YOUR INSTRUCTIONS -
Across the entries that follow, count each line holding "linejoin" and state the total alone.

(Stored data entries)
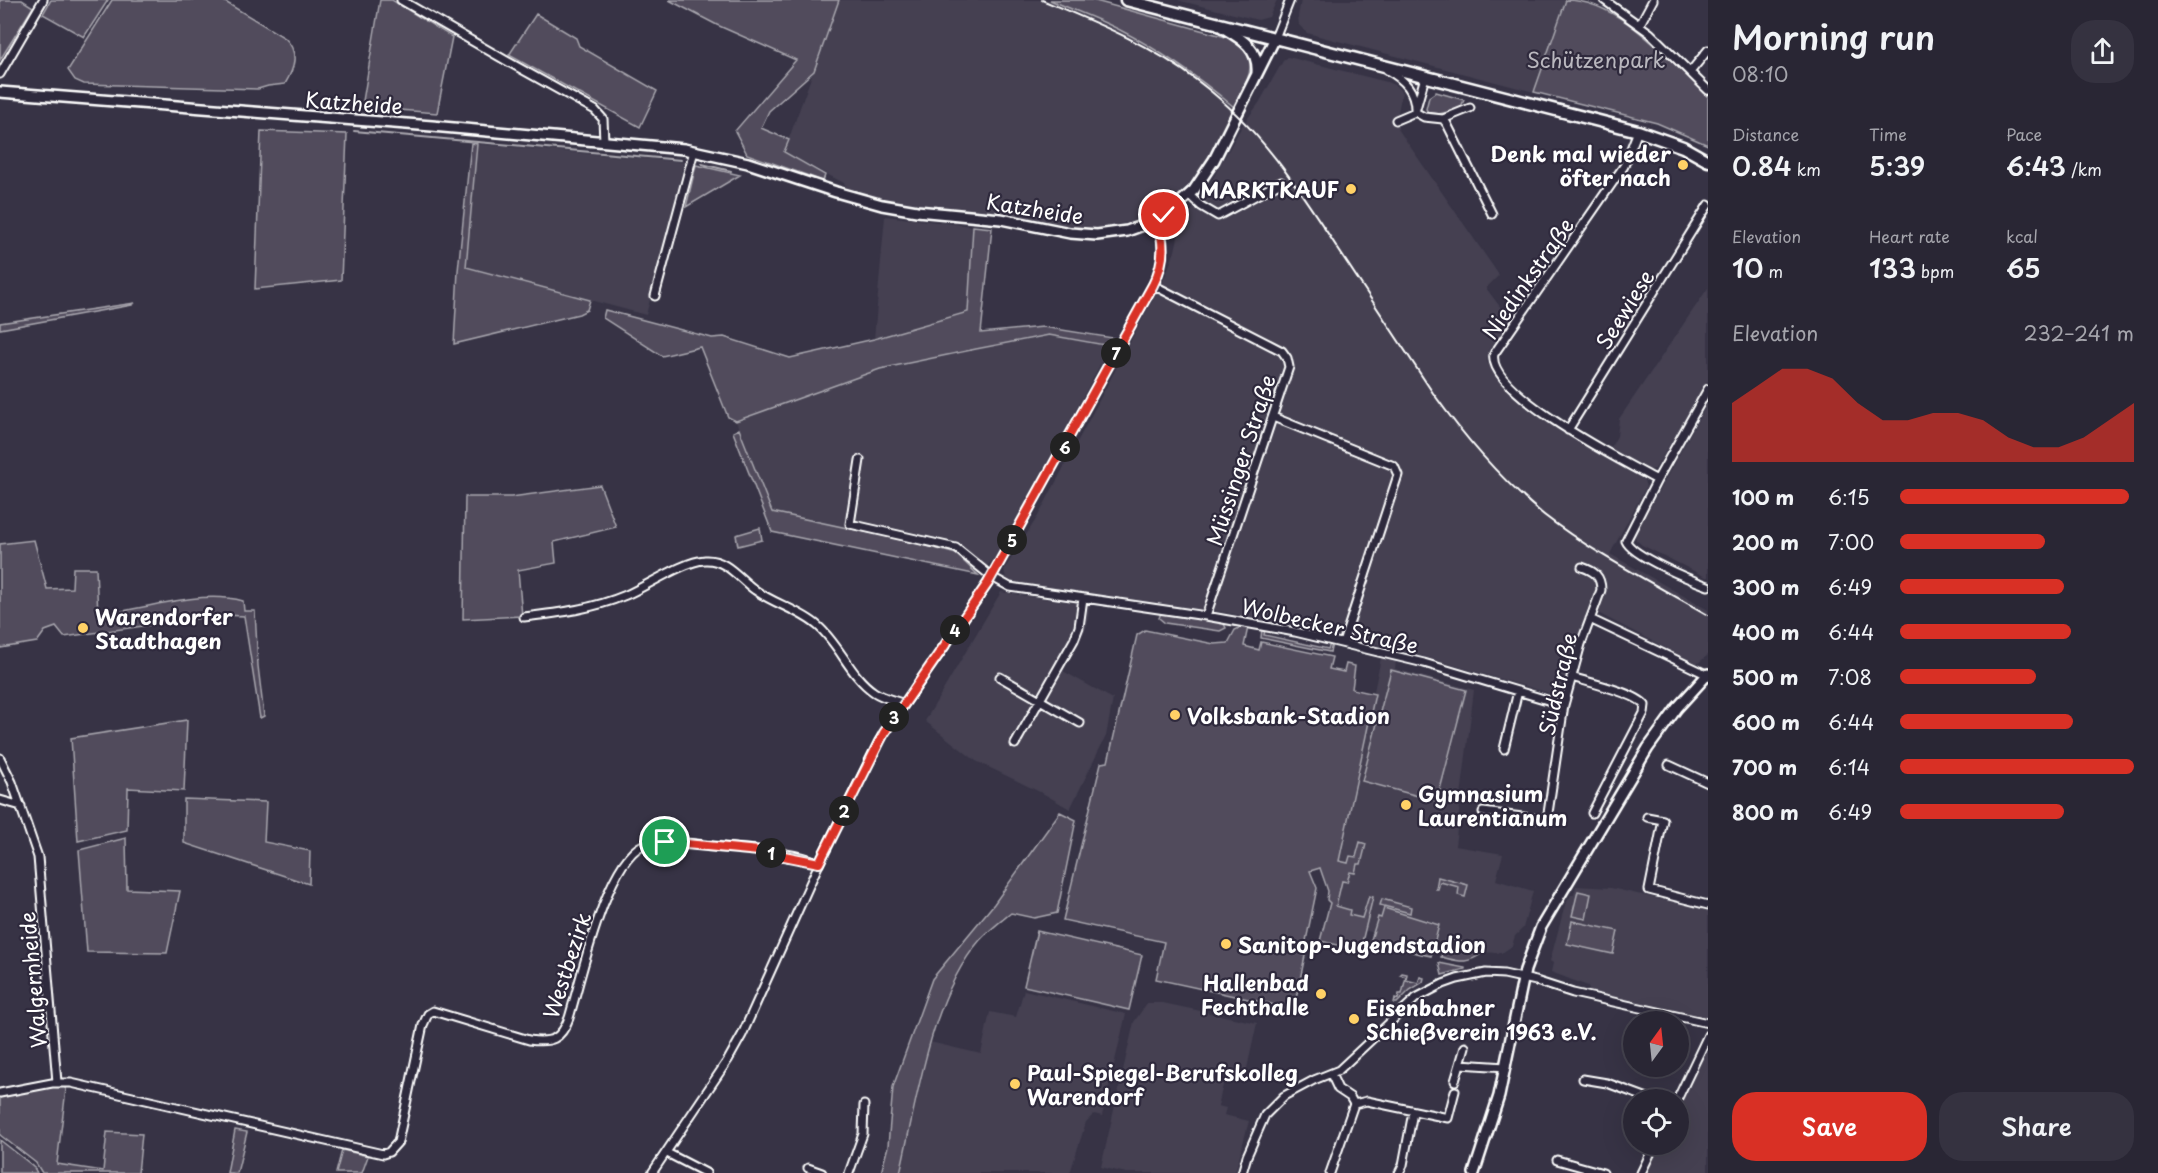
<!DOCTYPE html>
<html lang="en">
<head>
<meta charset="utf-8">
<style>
  :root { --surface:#292634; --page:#353240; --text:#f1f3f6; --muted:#a5a5ac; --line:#45434f; --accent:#d93025 }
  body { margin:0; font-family:"Playpen Sans",sans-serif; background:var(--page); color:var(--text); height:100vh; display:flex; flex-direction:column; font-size:22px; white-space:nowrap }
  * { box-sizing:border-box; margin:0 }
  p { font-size:20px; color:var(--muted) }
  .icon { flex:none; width:33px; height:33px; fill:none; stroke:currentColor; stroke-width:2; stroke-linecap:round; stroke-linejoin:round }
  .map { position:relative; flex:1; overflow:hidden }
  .panel { display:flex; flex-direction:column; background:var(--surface); width:450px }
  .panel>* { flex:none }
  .needle { width:39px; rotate:15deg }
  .controls { position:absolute; left:1623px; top:1011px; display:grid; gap:12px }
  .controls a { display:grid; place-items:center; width:66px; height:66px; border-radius:50%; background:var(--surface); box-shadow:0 6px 24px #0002,0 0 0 2px var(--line); font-size:30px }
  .pin { position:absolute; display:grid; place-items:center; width:51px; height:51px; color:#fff; margin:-26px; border:3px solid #fff; border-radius:50%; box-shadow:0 2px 6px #0007 }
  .km { position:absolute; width:30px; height:30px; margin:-15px; border-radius:50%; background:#222; color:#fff; font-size:16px; line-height:30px; text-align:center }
  .round { display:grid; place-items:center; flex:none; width:63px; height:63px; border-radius:24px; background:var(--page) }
  .head { display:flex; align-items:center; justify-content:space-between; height:102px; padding:0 24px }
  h1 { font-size:33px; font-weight:600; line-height:45px }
  .figures { display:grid; grid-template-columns:repeat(3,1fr); gap:9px; height:102px; padding:6px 24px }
  .figures div { display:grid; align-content:center }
  .figures b { font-size:26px; font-weight:600 }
  .figures small { font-size:16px; font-weight:400 }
  .figures p { font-size:16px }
  .chart { height:168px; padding:12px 24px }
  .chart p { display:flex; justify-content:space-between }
  .chart svg { width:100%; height:108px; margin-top:6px; fill:var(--accent); opacity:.7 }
  .button { display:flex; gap:12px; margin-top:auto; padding:12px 24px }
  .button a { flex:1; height:69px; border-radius:24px; background:var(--accent); color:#fff; font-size:24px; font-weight:600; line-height:69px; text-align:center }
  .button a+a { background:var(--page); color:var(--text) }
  ul { padding:0 24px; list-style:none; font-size:20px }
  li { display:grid; grid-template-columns:96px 72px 1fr; align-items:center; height:45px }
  li i { height:15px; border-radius:8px; background:var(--accent) }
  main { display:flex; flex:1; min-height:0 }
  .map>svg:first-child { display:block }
  .built { fill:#444051 }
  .green { fill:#514c5c; stroke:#a8a6ae; stroke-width:1.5 }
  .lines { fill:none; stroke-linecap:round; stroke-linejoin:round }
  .stream { stroke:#adabb2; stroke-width:2 }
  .street-casing { stroke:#fff; stroke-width:11 }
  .secondary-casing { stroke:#fff; stroke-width:14 }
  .primary-casing { stroke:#fff; stroke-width:15 }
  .street { stroke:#2f2a3d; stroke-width:7 }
  .secondary { stroke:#2f2a3d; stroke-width:9 }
  .primary { stroke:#2f2a3d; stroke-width:10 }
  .rail { stroke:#fff; stroke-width:2 }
  .route-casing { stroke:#fff; stroke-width:12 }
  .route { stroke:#d93025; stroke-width:8 }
  .poi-dot { fill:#ffd166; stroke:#2f2a3d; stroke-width:2 }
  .labels { text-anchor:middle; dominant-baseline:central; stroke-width:4.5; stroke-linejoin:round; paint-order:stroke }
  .park-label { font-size:21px; fill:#b9b7be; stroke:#2f2a3d }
  .street-label { font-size:21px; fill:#fff; stroke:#2f2a3d }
  .poi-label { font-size:21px; font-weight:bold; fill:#fff; stroke:#2f2a3d; text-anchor:start }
</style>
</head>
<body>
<main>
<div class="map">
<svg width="1708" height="1173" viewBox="0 0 1708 1173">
  <rect width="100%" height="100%" fill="#373345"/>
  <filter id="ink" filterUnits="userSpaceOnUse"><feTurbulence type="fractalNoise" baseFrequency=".0167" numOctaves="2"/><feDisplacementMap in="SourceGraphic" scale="12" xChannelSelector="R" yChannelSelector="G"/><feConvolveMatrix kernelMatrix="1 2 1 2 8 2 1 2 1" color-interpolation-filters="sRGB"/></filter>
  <g filter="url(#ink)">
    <!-- built -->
    <path class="built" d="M839,0h211l68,29 48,27 43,31 25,20 -32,61 -18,21 -26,21 -28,12 -30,6h-18l-91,-16 -88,-9 -44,-10 -12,-4 -3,-6 -60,-31z
      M1177,0h100l-8,17 -11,3z
      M1301,0h265l-32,92 -227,-59 -8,-8 -1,-9z
      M1288,57l99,25 9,4 6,6 -4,20v17l101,146 -13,13 24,32 -22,31 -1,11 23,29 34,28 22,16 78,45 2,7 -36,67 98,56v45l-11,9 -109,-56 -26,89 -147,-43 -82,-21 -116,-22 -72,-5 -130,-23 -9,-5 -2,-8 34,-54 128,-242 9,-23 6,-28 21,-25 40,-72 17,-23 24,-42z
      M477,144l207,18 -13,59 -25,94 -180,-48z
      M885,216l88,10 -5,86 -94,27z
      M1708,288v93l-53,88 -7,1 -38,-21 7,-13 2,-17z
      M1049,335l61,11 -88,167 -27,45 -17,17 -22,-21 -43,-12 -141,-30 -36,-91 144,-52z
      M1708,402v176l-66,-33 -6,-5 -1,-6z
      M1001,592l89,13 -3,21 -24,45 50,28 -7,37 -36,73 -26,-15 -68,-33 -51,-40z
      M1381,658l15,3 -1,8 79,21 -19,156 48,8 -7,26 37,11 -10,37 -8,8 -3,10 -10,7 -60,-2 -116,-31 4,-17 -3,-3 1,-9 -7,-17 16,-8z
      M1576,886l35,2 97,22v108l-118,-26 -2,-6 -37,-14 2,-9 -3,-2 15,-56 6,-10h3z
      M1024,990l102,24 -24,102 -8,-2 -8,8 -16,51h-170l30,-131 51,12 9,-42 26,5z
      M1147,1003h16l94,20 -13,59 -19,-5 -7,29 8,2 -2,7 25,6 -14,52h-109l-25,-6 33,-145z
      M1708,1047v126h-61l13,-28 18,-1 1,-36z"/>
    <!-- green -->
    <path class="green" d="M0,0h22l11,7 -33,53z
      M51,0h57l-24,37 -41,-23z
      M112,0h110l63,38c15,15 9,31 0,46l-17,2 -10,3 -174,-5 -9,-4 -7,-10z
      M380,0h12l60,37 -15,76 -75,-6z
      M669,0h170l-25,71 -45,40 -8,17 28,12 -5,12 41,23 -2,6 -76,-27 -12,-23 61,-71 -79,-35z
      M1050,0h42l141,39c30,24 14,40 1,68 -36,-30 -74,-57 -116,-78 -22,-11 -45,-19 -68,-29z
      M1566,0c53,0 102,59 139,92l3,4v49l-51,-22 -123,-31z
      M536,14l40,24 3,8 78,45 -17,36 -131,-72z
      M1436,92l28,8 -4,9 -21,5 -11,-2 -2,-3 3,-12z
      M261,131l86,3 -6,146 -86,9z
      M471,143l6,1 -11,123 124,33 -3,10 -8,4 -125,30 4,-73z
      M696,165l44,10 -54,32z
      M973,226l19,2 -11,105 62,-6 70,11 -3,8 -61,-11 -73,14 -96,20 -144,52 -8,-4 -28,-70 -38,9 -59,-38 2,-8 107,28 12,-1 66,21 84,-19 94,-27z
      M135,303l-3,2 -132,24v-6z
      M739,429l33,83 141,30 43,12 22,21 -206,-43 -39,-100z
      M600,485l16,42 -62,15 2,21 -38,7 4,46 -59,3 2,-122h46z
      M760,528l2,12 -24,6 -2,-11z
      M34,540l13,49 25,-1 1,-20h23l2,48c43,-7 104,-27 145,-15l1,10h11l3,55 6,50 -4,2 -16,-102 -21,-1 -159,22 -8,-10 -11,4 -8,11 -37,6v-104z
      M1161,613l62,9 3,6 -6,3 -55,-8 -6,-5z
      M1243,626l5,1 -4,19 15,4 2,-8 71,15 -3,12 15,3 2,-8 9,2 -3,23 23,5 -36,167 9,2 2,-7 6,1 4,-15 6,2 -5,20h-4l-2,9 -5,-1 -3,10 -5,-1 -6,25 14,4 -1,5 13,3 7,-22 4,1 -13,53 -40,-9 10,-38 -3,-3 1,-9 -8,-23 -10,3 7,17 -14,67 2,1 -10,47 -12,6 -12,-5 -115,-25 8,-37 -101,-22 38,-157 7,-1 29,-127 8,-5 69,14 14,-1 7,-13z
      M1262,629l3,1 -1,5 64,14 2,-5h2l-2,8 -69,-14z
      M1391,670l75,20 -29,111 -75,-20z
      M187,720l-3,71 -56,-3 -1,42 -49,11 -7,-103z
      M184,799l82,3 -2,40 46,9 -1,33 -125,-41z
      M1060,812l16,8 -19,93 -23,5 -23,-5c-10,8 -22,17 -31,27 -50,58 -63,160 -80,233h-19l7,-27 5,-59 39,-108 62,-75z
      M126,838l1,51 53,2 -13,62 -80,-1 -8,-102z
      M1438,877l30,8 -3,12 -7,-2 1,-8 -19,-5 -2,7h-2z
      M1578,891l13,3 -5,25 -14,-3z
      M1382,899l29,8 -1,6 -30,-8z
      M1384,908l55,17 -8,31 -61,-13 8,-26 3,1z
      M1572,921l46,10 -5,23 -46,-10z
      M1037,931l105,24 -13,55 -105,-24z
      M1446,938l29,8 -1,5 8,2c-15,12 -23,8 -41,4z
      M1439,963l26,5v1l-23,6z
      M1402,973l5,1 -1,6 12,3 2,-6 4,1 -1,4 -13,8 -13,13h-3l1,-5 3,1 1,-5h3l4,-17 -6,-2z
      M62,1085l4,4 -9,75 46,7 4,-39 35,2 -4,39h-96l-6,-10 -36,-28v-40z
      M235,1130l12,2 -10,41h-10z
      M0,1140l33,26 4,7h-37z
      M342,1150l26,6 -6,17h-26z"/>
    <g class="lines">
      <!-- stream -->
      <path class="stream" d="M354,131l327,29
        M702,164l29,7"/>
      <!-- street casing -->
      <g class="street-casing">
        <path id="street" d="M401,0l104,60 90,50 8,9 1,22
          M1604,0l46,33 58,57
          M1640,24l13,-24
          M1275,38l15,-38
          M1387,70c18,10 29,21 28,42
          M1691,71l17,-21
          M0,74l43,-74
          M1415,112l9,5 19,2 27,-11
          M1443,119l4,5 45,90
          M1396,120l19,-8 10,-35
          M1638,131l-14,35 -130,188c-8,38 132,109 163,126
          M1189,195l12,11 17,10 63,-34
          M1153,285l129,66 5,7 2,9 -83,249
          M655,296l39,-145
          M1708,389l-51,91 -31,61c6,15 65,39 82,45
          M1273,417l121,49 4,9 -55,168
          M1568,430l140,-225
          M860,460l-10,64 106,24 36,29 18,10 196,29 89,16 129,31 140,42
          M524,617c35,-4 69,-8 102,-22 21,-9 58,-34 79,-35 22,-1 34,19 50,30 19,14 45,20 63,36 22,19 32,50 56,66 9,6 20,8 30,12
          M1590,619l118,56
          M1000,677l80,46
          M1571,677c17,5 65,16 74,28l-1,8 -52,100
          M1015,744l59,-104 5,-13 4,-29
          M1504,749l14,-58
          M0,758l12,24 26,75 19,225
          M1669,765l39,18
          M0,800l21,6
          M1483,812l64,8 17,-115 17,-61 20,-54c0,-14 -7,-19 -19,-23
          M1647,817l16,3 -14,70 59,15
          M1460,1064l5,-17
          M1331,1074l7,15 12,8 4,7
          M1583,1079l24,4 46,17
          M1455,1081l5,-17 46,3
          M0,1093l52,-10h19l312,71 6,-2 9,-10 25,-117 5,-11 5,-3 96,29c22,3 32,0 40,-22 12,-39 37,-156 74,-173 18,-8 57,0 77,2 31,3 71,4 99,16
          M1677,1100l31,-65
          M1354,1104l13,-3 81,17 7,-27
          M667,1153l39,20
          M1557,1160l46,13
          M808,1168l14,5
          M652,1173l76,-113 14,-25 80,-178 57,-116 109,-158 165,-298c11,-21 13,-43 3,-66
          M849,1173l14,-39 1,-29
          M1242,1173l5,-17 18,-41 19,-19 30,-16 25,-10 77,-72 27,-14 14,-5 29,-6 18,1 32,7 37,12 135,30
          M1330,1173l24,-69
          M1399,1173l4,-8 10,-53
          M1641,1173l14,-29"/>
      </g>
      <!-- secondary casing -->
      <g class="secondary-casing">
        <path id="secondary" d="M1220,26c20,12 39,21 37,47
          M0,92l432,34 252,23 64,14 88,29 46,13 35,6 84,8 69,14 27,2 30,-4 22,-8 24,-14 21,-19 20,-30 61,-122
          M1474,1173l25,-77 26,-126 16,-43 107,-179 29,-40 31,-34"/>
      </g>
      <!-- primary casing -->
      <g class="primary-casing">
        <path id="primary" d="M1126,0l512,131 45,16 25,14"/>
      </g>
      <!-- street -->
      <use href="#street" class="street"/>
      <!-- secondary -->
      <use href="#secondary" class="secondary"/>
      <!-- primary -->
      <use href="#primary" class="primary"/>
      <!-- rail -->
      <path class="rail" d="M1042,0c55,23 110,45 157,82 60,45 99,105 139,167 32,48 63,96 95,144 32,45 68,87 111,122 50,39 109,68 164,100"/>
    </g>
  </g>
  <g class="lines" filter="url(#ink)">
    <!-- route casing -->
    <g class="route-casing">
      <path id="route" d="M665,842l94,9 60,12 65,-130 104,-150 165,-298c11,-21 13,-43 3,-66l8,-4"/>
    </g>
    <!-- route -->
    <use href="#route" class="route"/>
  </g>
  <!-- markers -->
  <g class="poi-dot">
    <circle cx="1683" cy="165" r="6"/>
    <circle cx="1351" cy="189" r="6"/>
    <circle cx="83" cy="628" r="6"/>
    <circle cx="1175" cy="715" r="6"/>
    <circle cx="1406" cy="805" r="6"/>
    <circle cx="1226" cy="944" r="6"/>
    <circle cx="1321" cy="994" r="6"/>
    <circle cx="1354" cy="1019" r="6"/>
    <circle cx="1015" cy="1084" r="6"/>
  </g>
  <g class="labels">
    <!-- park labels -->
    <g class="park-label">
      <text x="1596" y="59">Schützenpark</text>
    </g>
    <!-- street labels -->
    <g class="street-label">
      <text transform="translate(354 102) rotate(4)">Katzheide</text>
      <text transform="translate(1035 208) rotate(9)">Katzheide</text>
      <text transform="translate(1527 278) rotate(-55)">Niedinkstraße</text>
      <text transform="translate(1624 309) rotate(-58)">Seewiese</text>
      <text transform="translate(1240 460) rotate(-72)">Müssinger Straße</text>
      <text transform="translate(1330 625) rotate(13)">Wolbecker Straße</text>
      <text transform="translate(1557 684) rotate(-77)">Südstraße</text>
      <text transform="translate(566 965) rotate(-72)">Westbezirk</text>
      <text transform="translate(32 980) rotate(-95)">Walgernheide</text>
    </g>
    <!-- poi labels -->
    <g class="poi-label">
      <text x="1671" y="153" text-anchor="end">Denk mal wieder<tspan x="1671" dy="24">öfter nach</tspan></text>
      <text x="1339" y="189" text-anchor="end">MARKTKAUF</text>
      <text x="95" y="616">Warendorfer<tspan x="95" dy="24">Stadthagen</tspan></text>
      <text x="1187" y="715">Volksbank-Stadion</text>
      <text x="1418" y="793">Gymnasium<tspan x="1418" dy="24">Laurentianum</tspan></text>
      <text x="1238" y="944">Sanitop-Jugendstadion</text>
      <text x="1309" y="982" text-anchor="end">Hallenbad<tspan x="1309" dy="24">Fechthalle</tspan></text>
      <text x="1366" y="1007">Eisenbahner<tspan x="1366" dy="24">Schießverein 1963 e.V.</tspan></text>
      <text x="1027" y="1072">Paul-Spiegel-Berufskolleg<tspan x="1027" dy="24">Warendorf</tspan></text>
    </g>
  </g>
</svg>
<div class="controls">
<a><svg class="needle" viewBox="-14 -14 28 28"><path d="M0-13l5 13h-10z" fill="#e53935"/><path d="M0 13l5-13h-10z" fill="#a5a5ac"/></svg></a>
<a><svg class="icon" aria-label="locate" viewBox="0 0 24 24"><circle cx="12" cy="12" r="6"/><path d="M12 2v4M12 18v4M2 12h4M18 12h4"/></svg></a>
</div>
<div class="pin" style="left:665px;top:842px;background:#1e9e55"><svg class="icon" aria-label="arrive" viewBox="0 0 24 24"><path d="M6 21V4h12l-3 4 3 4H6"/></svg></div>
<div class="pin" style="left:1164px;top:215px;background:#d93025"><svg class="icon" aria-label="check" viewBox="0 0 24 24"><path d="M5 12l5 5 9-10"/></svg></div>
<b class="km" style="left:771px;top:853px">1</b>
<b class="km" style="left:844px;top:811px">2</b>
<b class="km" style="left:894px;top:717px">3</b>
<b class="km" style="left:955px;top:630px">4</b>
<b class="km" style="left:1012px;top:540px">5</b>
<b class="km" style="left:1065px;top:447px">6</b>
<b class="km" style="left:1116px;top:353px">7</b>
</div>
<section class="panel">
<div class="head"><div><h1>Morning run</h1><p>08:10</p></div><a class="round"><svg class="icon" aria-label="share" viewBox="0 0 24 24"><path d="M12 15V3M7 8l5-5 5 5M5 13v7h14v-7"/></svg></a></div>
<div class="figures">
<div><p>Distance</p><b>0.84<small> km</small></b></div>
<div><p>Time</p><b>5:39</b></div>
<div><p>Pace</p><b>6:43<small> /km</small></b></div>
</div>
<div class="figures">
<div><p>Elevation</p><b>10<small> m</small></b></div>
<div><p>Heart rate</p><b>133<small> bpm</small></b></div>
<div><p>kcal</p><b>65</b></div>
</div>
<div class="chart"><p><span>Elevation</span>232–241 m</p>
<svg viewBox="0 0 160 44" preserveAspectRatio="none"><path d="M0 44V20L10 13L20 6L30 6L40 10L50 20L60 27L70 27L80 24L90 24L100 27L110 34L120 38L130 38L140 34L150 27L160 20V44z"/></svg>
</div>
<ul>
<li><b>100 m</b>6:15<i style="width:98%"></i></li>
<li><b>200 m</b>7:00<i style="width:62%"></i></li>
<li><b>300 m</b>6:49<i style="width:70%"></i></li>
<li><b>400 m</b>6:44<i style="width:73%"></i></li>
<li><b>500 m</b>7:08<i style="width:58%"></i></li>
<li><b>600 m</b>6:44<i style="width:74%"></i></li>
<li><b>700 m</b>6:14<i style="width:100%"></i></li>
<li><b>800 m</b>6:49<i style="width:70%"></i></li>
</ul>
<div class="button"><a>Save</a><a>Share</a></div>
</section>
</main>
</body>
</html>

ANSWER BOX -
3